12th October 2010

It is interesting to note a subtle debate which is bubbling under the radar relating to the subject of do people learn through experience or via specific interventions such as training courses etc. As with most debates of this nature I suggest that the answer lies somewhere in between the two extremes but I would like to focus on one element which is close to my heart – work experience.

I do tend to believe more in that behaviour is dictated by experience and thus work experience in my view is vital for young people. Unfortunately in too many cases work experience is treated in a “block” fashion with it being seen as a logistics exercise by schools, businesses and local authorities rather than a vital step in encouraging young people and explaining the world of work in a manner designed to inspire.

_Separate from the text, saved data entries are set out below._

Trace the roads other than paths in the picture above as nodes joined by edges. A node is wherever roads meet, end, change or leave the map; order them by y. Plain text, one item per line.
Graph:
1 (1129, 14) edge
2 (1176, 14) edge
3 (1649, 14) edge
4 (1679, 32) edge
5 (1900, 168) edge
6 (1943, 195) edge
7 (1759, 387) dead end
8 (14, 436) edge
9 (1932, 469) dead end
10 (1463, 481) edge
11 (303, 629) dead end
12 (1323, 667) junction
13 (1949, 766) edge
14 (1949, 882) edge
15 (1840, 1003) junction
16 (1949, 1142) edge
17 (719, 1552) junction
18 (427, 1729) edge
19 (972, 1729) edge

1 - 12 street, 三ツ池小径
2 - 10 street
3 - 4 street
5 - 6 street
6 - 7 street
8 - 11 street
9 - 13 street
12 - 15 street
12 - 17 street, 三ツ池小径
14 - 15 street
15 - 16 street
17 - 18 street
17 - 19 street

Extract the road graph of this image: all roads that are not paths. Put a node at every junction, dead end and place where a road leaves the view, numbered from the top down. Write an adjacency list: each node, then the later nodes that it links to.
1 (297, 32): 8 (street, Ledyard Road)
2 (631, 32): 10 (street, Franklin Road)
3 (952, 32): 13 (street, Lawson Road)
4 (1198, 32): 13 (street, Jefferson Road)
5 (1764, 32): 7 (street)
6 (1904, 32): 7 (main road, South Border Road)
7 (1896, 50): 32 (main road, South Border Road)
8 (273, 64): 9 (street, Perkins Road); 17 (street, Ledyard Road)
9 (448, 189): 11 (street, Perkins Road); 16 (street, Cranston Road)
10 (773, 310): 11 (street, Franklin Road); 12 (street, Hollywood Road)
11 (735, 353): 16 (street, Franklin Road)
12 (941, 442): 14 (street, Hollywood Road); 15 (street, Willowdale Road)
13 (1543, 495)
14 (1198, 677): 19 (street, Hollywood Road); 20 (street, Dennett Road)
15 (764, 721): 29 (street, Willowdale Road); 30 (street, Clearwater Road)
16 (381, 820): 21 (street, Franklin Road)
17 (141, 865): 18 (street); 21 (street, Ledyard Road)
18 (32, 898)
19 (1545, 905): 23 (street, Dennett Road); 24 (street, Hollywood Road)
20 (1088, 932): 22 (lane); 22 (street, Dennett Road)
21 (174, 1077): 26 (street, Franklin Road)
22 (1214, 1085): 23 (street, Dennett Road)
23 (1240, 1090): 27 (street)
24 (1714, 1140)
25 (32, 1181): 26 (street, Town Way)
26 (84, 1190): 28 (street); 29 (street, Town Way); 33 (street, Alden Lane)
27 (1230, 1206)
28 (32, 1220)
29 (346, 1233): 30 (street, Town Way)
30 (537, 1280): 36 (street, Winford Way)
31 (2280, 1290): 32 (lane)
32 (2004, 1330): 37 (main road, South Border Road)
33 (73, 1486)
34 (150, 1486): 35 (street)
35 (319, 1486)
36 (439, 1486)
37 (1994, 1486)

Of course there are numerous examples of good practice and work experience placements which have led to permanent jobs but for many young people work experience is an event to be endured rather than savoured.

If we think back in our own lives there will be some episodes which stand out as life changing in their impact and often these are based around an inspiring individual be it teacher, mentor or boss. If you ask successful leaders how they have learnt through their career they will often mention their first work experience. It could have been a school placement or indeed their own after school or holiday job but in most cases the experience sticks and acts as a powerful motivator either to be replicated or avoided!

I want to see every work placement tailored to a students needs and devised to inspire. At the time of work experience our young people are at an impressionable age and memories – good or bad – will stick for life. The influence of people at work will be remembered and it is important that businesses understand this and place young people with their most inspiring staff members – at whatever level in the company.

Work can come as a shock; the punctuality, dress, pressure and schedules will be totally different from what they are used to at school and so each young person should be adequately briefed by their teachers prior to starting and all experiences logged to help improve future placements. As I have mentioned this is not the norm due a wide variety of factors but we must never lose sight of why young people attend school – to prepare them for work.

We need to build a much stronger partnership between the world of work and academia, if we do that then our future will be in good hands.